Orbán nennt Ukraine „Feind“ im Wahlkampf
Am Samstag hat der ungarische Ministerpräsident Viktor Orbán während eines Wahlkampfauftritts in der westungarischen Stadt Szombathely in einer provokanten Äußerung die Ukraine als "Feind" bezeichnet. Diese Bemerkung fand im Kontext der bevorstehenden Wahlen und der politischen Auseinandersetzungen in Ungarn statt. Orbán kritisierte die Oppositionspartei Tisza scharf und warnte, dass deren potenzieller Sieg gravierende Konsequenzen für die ungarische Politik und Gesellschaft haben könnte.
Orbán betonte, dass im Falle eines Wahlsieges der Tisza-Partei „für Migranten Tür und Tor geöffnet“ werden würde. Diese Aussage schlägt in die gleiche Kerbe wie Orbáns bisherige Haltung zur Einwanderung, wo er häufig vor einer angeblichen Migrantenflut warnt und den Schutz der ungarischen Grenze und Identität in den Vordergrund stellt. Er skizzierte ein Bild, in dem die gegenwärtige Regierung Ungarn vor ausländischen Einflüssen und dem Verlust nationaler Werte bewahrt.

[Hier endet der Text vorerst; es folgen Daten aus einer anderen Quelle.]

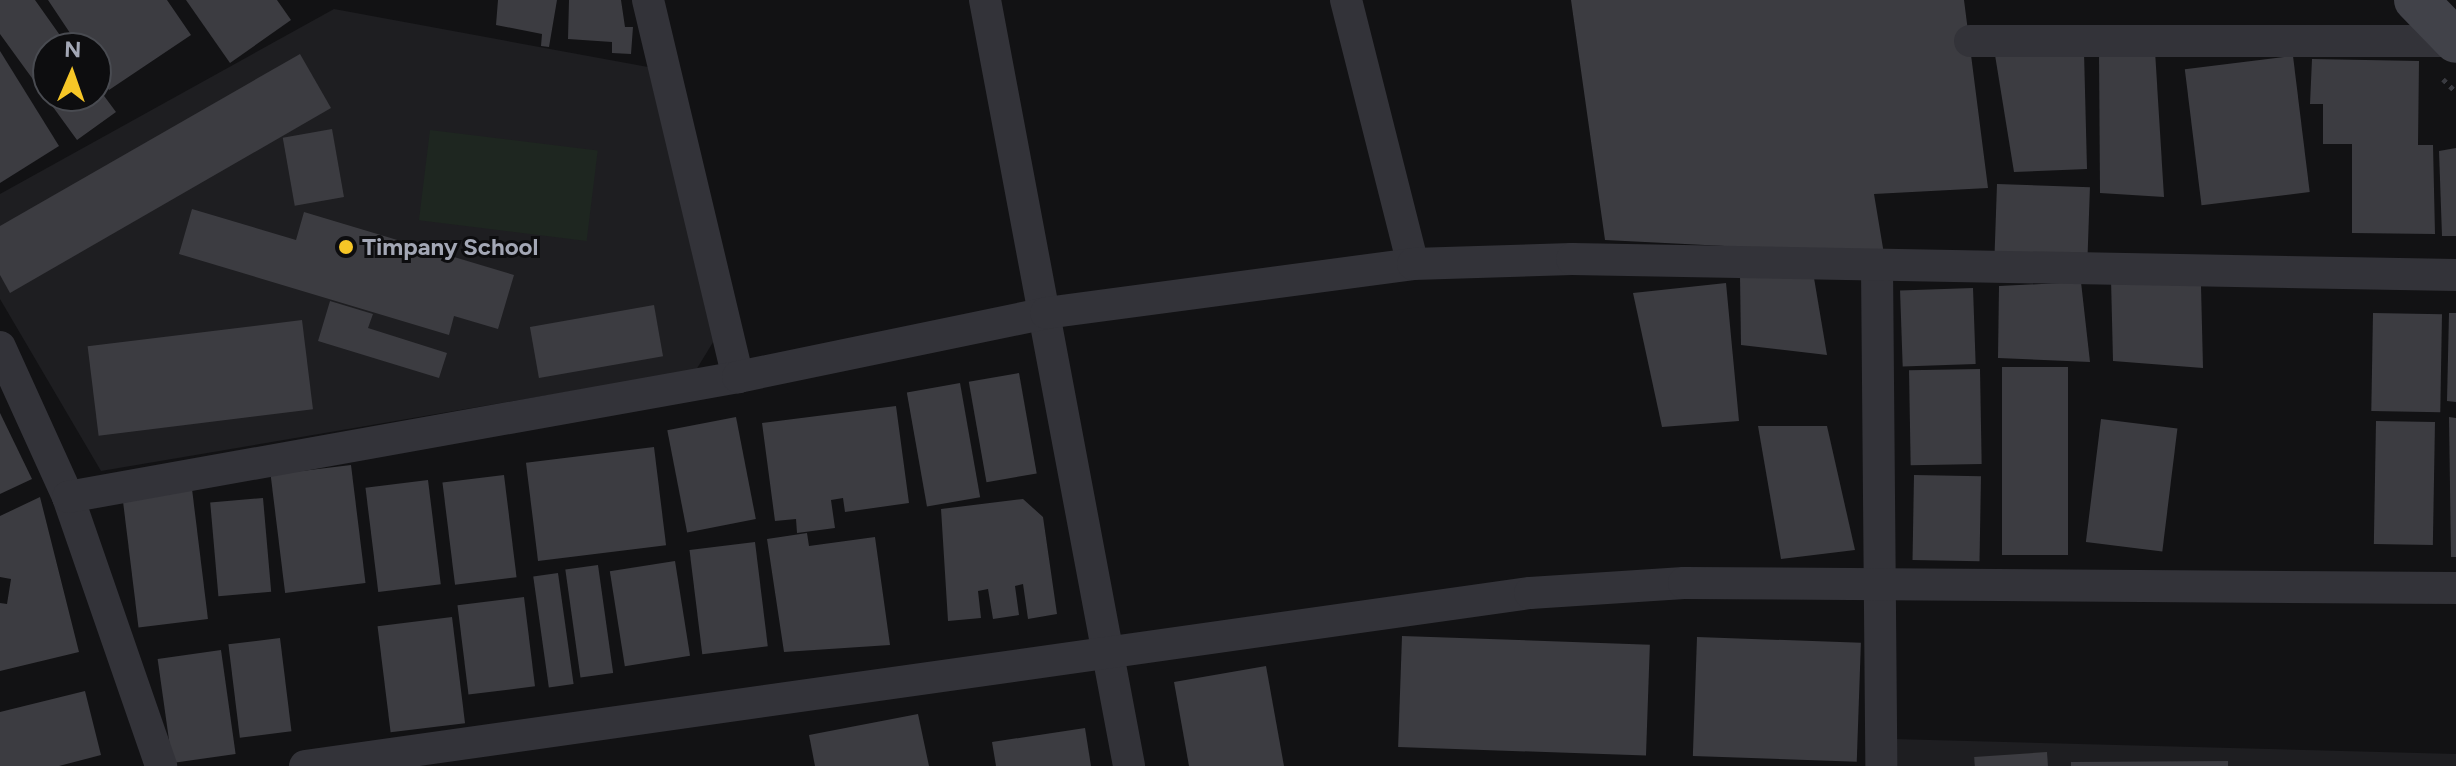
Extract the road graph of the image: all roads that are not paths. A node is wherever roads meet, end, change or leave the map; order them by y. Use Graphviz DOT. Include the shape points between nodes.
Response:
graph roads {
  1 [pos="648,0"];
  2 [pos="985,0"];
  3 [pos="1346,0"];
  4 [pos="2416,0"];
  5 [pos="1970,41"];
  6 [pos="2456,41"];
  7 [pos="1413,264"];
  8 [pos="1877,267"];
  9 [pos="2456,275"];
  10 [pos="1046,313"];
  11 [pos="0,347"];
  12 [pos="738,377"];
  13 [pos="68,497"];
  14 [pos="1878,585"];
  15 [pos="2456,588"];
  16 [pos="1105,651"];
  17 [pos="161,766"];
  18 [pos="305,766"];
  19 [pos="1129,766"];
  20 [pos="1881,766"];
  1 -- 12 [label="street"];
  2 -- 10 [label="street"];
  3 -- 7 [label="street"];
  4 -- 6 [label="main road"];
  5 -- 6 [label="street"];
  7 -- 8 [label="street" via="1572,259"];
  7 -- 10 [label="street"];
  8 -- 9 [label="street"];
  8 -- 14 [label="street"];
  10 -- 12 [label="street"];
  10 -- 16 [label="street"];
  11 -- 13 [label="street"];
  12 -- 13 [label="street"];
  13 -- 17 [label="street"];
  14 -- 15 [label="street"];
  14 -- 16 [label="street" via="1684,583 1530,593"];
  14 -- 20 [label="street"];
  16 -- 18 [label="street"];
  16 -- 19 [label="street"];
}
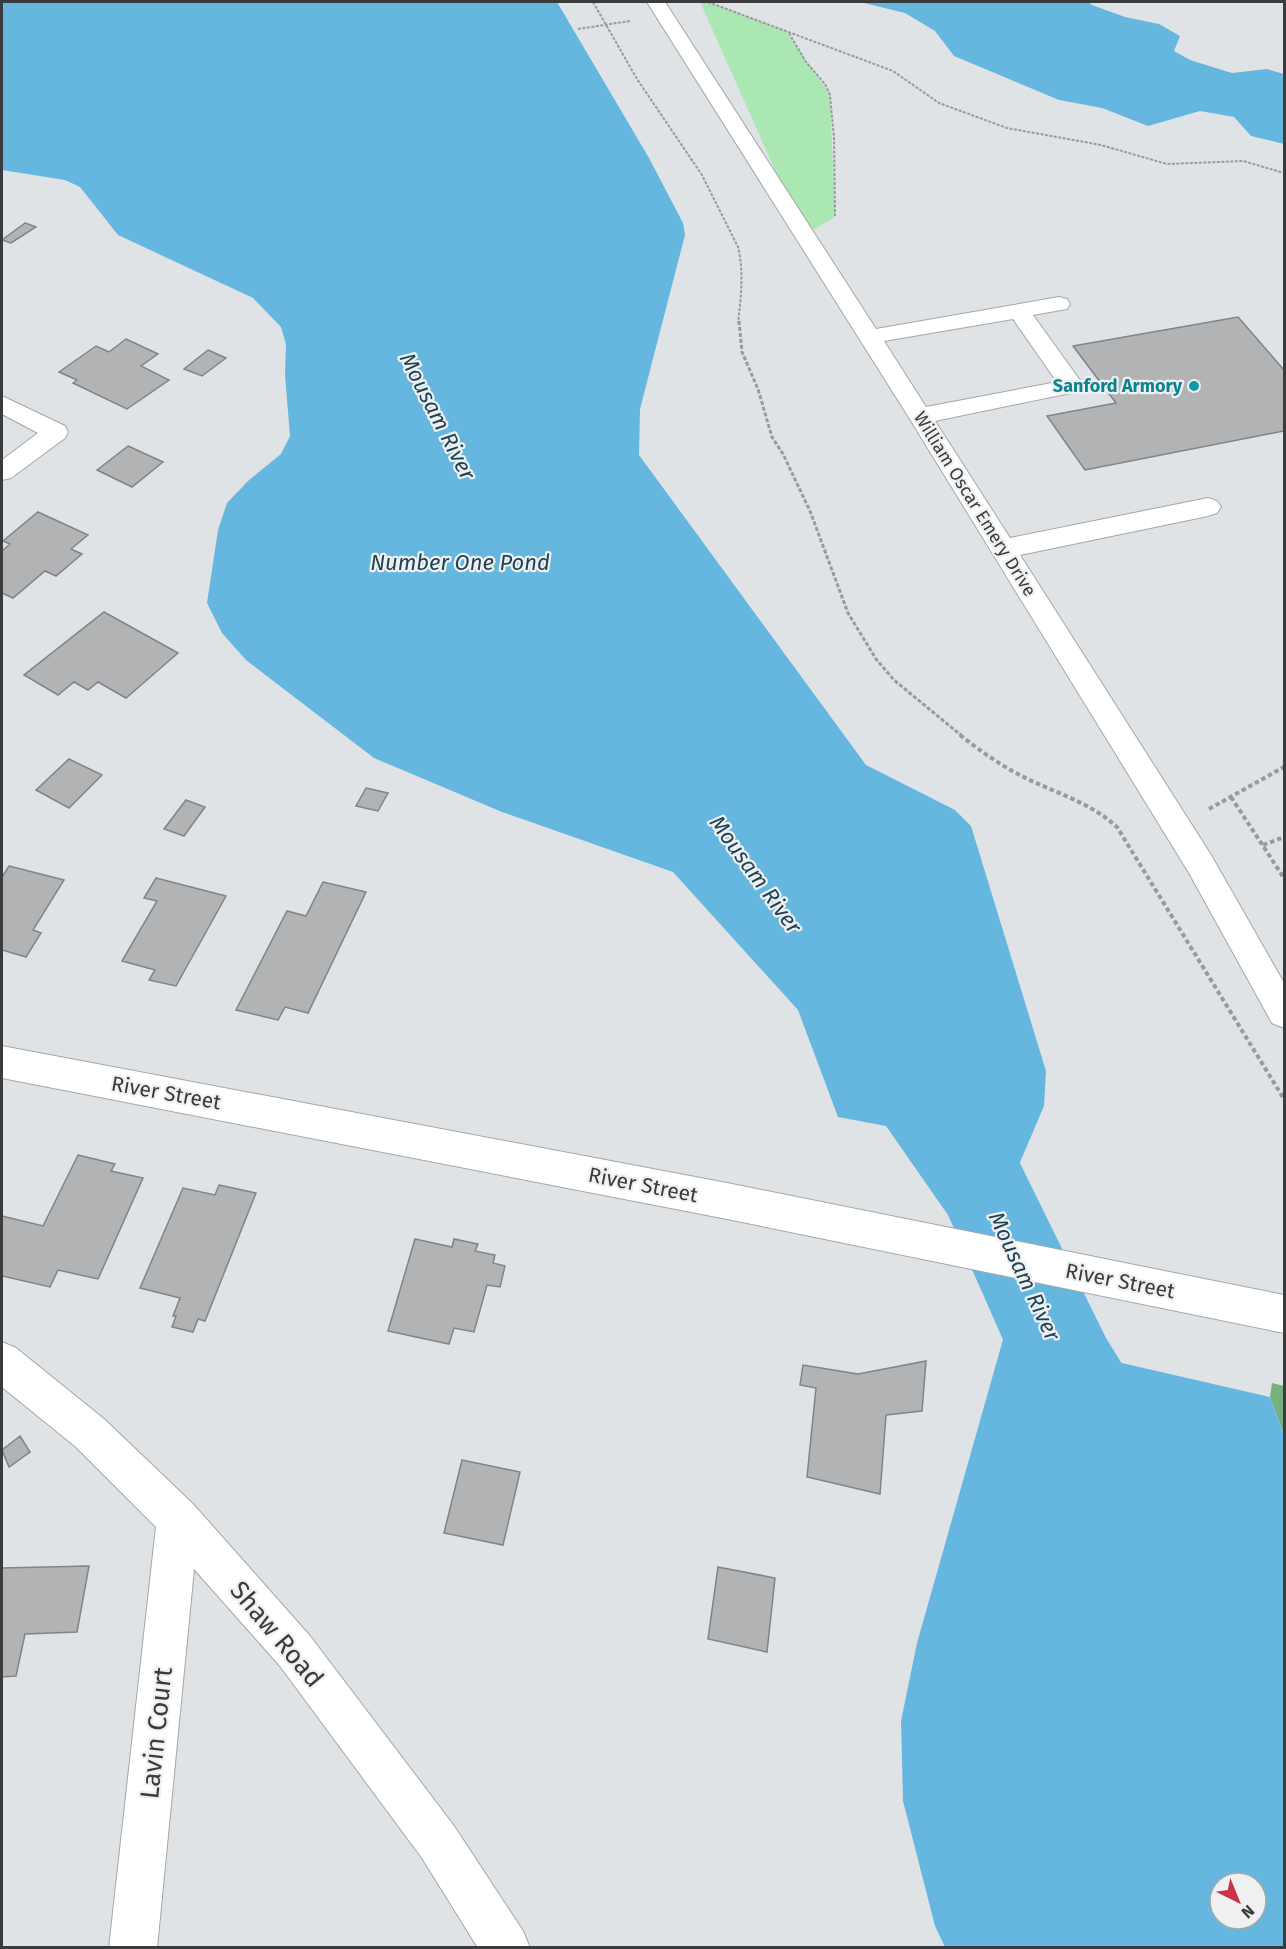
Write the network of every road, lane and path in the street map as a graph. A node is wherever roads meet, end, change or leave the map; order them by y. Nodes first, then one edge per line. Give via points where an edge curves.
1 (593, 2) edge
2 (656, 2) edge
3 (708, 2) edge
4 (636, 20) dead end
5 (606, 24) junction
6 (578, 29) dead end
7 (786, 31) junction
8 (1284, 173) edge
9 (835, 217) dead end
10 (1059, 304) dead end
11 (1019, 311) junction
12 (868, 337) junction
13 (2, 404) edge
14 (920, 416) junction
15 (2, 472) edge
16 (1208, 507) dead end
17 (1003, 549) junction
18 (1231, 797) dead end
19 (1284, 837) edge
20 (1263, 845) junction
21 (1284, 878) edge
22 (1284, 1012) edge
23 (2, 1062) edge
24 (1284, 1099) edge
25 (1284, 1314) edge
26 (2, 1362) edge
27 (178, 1519) junction
28 (133, 1947) edge
29 (506, 1947) edge

1 - 5 path
2 - 12 street, William Oscar Emery Drive
3 - 7 path
4 - 5 path
5 - 6 path
5 - 24 path via 702,175 738,247 742,292 738,326 742,352 772,437 810,511 848,613 870,651 904,690 981,751 1018,774 1082,803 1117,827
7 - 8 path via 892,71 939,103 1007,128 1101,145 1167,164 1243,161
7 - 9 path via 830,95
10 - 11 street
11 - 12 street
11 - 14 street via 1072,386
12 - 14 street, William Oscar Emery Drive
13 - 15 street via 56,432
14 - 17 street, William Oscar Emery Drive
16 - 17 street
17 - 22 street, William Oscar Emery Drive via 1200,864
18 - 20 path
19 - 20 path
20 - 21 path
23 - 25 street, River Street
26 - 27 street, Shaw Road via 90,1433
27 - 28 street, Lavin Court
27 - 29 street, Shaw Road via 295,1651 438,1842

Ein weiterer zentraler Punkt in Orbáns Rede war die Sorge um den Einsatz ungarischer Ressourcen im Ukraine-Konflikt. Er äußerte die Befürchtung, dass, falls die Opposition an die Macht komme, ungarisches Geld sowie ungarische Soldaten in die Ukraine geschickt würden. Diese Befürchtungen könnten auf die allgemeine Unruhe und Skepsis zurückzuführen sein, die viele Ungarn hinsichtlich ihrer Rolle im anhaltenden Konflikt zwischen Russland und der Ukraine verspüren. Orbán machte deutlich, dass solche Schritte nicht in seinem Sinne sind und er sich gegen eine Einmischung Ungarns in den Konflikt stellt.
Die Wahlkampfstrategie Orbáns basiert auf der Verbreitung von Ängsten und dem Aufzeigen von potenziellen Gefahrenszenarien. Die Darstellung der Ukraine als Feind sowie die Warnung vor der Opposition zielen darauf ab, die Wähler zu mobilisieren und ein Gefühl der Dringlichkeit zu erzeugen, um die Unterstützung für die Regierungspartei Fidesz zu sichern. Orbáns Rhetorik ist also nicht nur ein Versuch, die eigene politische Position zu stärken, sondern auch, die Aufmerksamkeit von anderen aktuellen Problemen Ungarns abzulenken, wie der Wirtschaftslage oder der kostenlosen Gesundheitsversorgung.
Zusammenfassend lässt sich sagen, dass Viktor Orbáns Äußerungen in Szombathely eine klare Botschaft an die Wählerschaft senden sollten: Ein Wahlsieg der Opposition würde Ungarn in eine unsichere Zukunft führen, die von der Bedrohung durch Migranten und die Einmischung in den Ukraine-Konflikt geprägt wäre. Diese Strategie ist ein bewährtes Mittel, um nationale Identität und Sicherheit zu betonen, was in Zeiten politischer Unsicherheit und internationaler Spannungen immer wieder auf Zustimmung stößt.